Energy shock and tightening financial conditions could trigger economic downturn
The bank believes that if the crisis is prolonged, the cumulative effect of the energy shock and tightening financial conditions will trigger economic downturn risks, posing significant impacts on global investors.
UBS has set three scenarios for the conflict: (1) The conflict is resolved in early April, Brent crude prices briefly spike to $120 per barrel before retreating, with limited macro impacts, and the S&P 500 index is expected to rebound to 7150 points by year-end. (2) Oil prices peak at $130 per barrel, with global growth declining about 30 basis points compared to the benchmark, and the S&P 500 index drops to 6000 points in the second quarter before gradually recovering to around 6900 points by year-end.

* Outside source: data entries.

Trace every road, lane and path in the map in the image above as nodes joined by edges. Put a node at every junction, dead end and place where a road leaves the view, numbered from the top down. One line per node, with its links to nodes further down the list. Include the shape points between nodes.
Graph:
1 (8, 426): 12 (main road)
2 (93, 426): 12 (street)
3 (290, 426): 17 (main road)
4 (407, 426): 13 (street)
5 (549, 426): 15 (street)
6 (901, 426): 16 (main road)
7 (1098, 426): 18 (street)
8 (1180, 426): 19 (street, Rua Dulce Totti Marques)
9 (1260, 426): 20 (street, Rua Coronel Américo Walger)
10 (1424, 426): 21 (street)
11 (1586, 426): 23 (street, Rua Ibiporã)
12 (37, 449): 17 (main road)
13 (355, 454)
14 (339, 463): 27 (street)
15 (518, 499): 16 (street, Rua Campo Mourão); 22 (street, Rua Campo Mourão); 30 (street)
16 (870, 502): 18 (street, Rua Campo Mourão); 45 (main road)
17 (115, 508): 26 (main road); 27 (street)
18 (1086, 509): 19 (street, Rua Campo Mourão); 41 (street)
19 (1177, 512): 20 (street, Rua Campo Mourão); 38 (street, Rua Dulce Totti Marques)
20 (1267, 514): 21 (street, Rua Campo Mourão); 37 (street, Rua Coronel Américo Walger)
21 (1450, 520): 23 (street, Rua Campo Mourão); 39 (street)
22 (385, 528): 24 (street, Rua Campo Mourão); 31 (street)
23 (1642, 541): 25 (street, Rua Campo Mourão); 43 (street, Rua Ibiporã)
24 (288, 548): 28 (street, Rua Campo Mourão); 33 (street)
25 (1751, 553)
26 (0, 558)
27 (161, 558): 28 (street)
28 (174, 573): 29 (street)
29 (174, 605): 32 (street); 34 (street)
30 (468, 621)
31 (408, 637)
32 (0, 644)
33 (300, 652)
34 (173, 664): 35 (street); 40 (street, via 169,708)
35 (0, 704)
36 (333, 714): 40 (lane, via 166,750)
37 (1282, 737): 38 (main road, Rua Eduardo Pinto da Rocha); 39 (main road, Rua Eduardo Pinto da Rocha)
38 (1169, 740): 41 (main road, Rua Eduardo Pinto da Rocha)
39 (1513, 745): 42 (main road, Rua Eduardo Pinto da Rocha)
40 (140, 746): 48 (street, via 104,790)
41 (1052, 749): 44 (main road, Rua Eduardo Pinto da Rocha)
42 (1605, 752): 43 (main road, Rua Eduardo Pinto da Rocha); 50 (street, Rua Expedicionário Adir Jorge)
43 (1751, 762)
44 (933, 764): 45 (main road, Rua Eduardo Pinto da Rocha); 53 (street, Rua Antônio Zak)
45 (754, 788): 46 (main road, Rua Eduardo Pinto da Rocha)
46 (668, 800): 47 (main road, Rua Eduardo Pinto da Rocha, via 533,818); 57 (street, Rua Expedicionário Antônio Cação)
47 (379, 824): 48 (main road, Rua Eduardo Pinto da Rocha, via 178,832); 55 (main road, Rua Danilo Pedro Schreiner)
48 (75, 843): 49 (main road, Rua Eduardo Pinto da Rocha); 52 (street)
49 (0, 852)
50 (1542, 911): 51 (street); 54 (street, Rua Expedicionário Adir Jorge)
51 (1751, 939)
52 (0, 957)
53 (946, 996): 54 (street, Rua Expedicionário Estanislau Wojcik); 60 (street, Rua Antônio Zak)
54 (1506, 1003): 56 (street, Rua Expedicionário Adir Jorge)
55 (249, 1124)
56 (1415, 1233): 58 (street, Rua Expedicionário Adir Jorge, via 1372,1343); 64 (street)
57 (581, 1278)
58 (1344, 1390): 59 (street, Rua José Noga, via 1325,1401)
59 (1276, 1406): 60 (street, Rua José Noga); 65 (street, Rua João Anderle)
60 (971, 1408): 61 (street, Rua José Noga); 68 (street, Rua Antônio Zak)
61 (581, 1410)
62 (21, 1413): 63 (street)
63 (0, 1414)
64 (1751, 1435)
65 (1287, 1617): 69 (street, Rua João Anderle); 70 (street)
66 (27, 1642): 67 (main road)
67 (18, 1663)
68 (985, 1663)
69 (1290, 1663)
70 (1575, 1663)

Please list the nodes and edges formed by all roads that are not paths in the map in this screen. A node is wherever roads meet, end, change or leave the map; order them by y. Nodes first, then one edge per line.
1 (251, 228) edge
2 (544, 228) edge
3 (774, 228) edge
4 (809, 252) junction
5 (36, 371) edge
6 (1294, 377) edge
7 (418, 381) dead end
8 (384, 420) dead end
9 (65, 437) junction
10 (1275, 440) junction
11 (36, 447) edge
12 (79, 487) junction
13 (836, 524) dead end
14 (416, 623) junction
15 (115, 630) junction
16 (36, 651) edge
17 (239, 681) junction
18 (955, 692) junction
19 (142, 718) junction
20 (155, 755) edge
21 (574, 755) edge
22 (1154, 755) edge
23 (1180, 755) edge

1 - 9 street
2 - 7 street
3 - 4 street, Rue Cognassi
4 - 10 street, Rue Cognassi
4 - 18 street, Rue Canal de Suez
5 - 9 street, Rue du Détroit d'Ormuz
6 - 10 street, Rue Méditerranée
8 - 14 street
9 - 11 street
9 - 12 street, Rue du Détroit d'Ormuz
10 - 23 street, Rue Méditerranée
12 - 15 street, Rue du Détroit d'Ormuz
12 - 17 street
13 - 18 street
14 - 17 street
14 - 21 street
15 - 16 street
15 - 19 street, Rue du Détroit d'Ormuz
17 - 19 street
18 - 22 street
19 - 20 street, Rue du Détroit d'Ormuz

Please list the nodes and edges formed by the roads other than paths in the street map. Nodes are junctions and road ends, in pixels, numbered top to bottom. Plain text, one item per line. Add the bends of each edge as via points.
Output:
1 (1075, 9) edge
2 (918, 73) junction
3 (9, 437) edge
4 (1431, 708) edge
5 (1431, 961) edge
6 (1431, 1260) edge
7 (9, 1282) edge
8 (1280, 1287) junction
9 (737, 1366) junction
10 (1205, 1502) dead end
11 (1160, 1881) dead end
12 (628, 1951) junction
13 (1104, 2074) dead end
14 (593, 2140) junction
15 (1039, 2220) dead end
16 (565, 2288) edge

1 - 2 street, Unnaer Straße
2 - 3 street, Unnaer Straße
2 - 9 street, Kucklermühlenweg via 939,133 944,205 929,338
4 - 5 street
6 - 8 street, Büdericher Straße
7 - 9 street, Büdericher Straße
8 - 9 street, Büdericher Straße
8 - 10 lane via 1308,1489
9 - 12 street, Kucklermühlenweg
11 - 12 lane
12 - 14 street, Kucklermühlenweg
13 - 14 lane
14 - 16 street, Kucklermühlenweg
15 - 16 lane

The final scenario is (3) the conflict extends to the end of the third quarter, with Brent crude prices remaining around $150 per barrel for the year, global growth declining nearly 100 basis points compared to the benchmark, and the S&P 500 index potentially hitting 5350 points in the second quarter, not experiencing a real recovery until 2027.
The bank also mentioned that the destructive power of oil prices at $150 per barrel on the economy is about three times that of $100 per barrel; if the probability of recession increases by 20 percentage points, the impact could reach up to five times.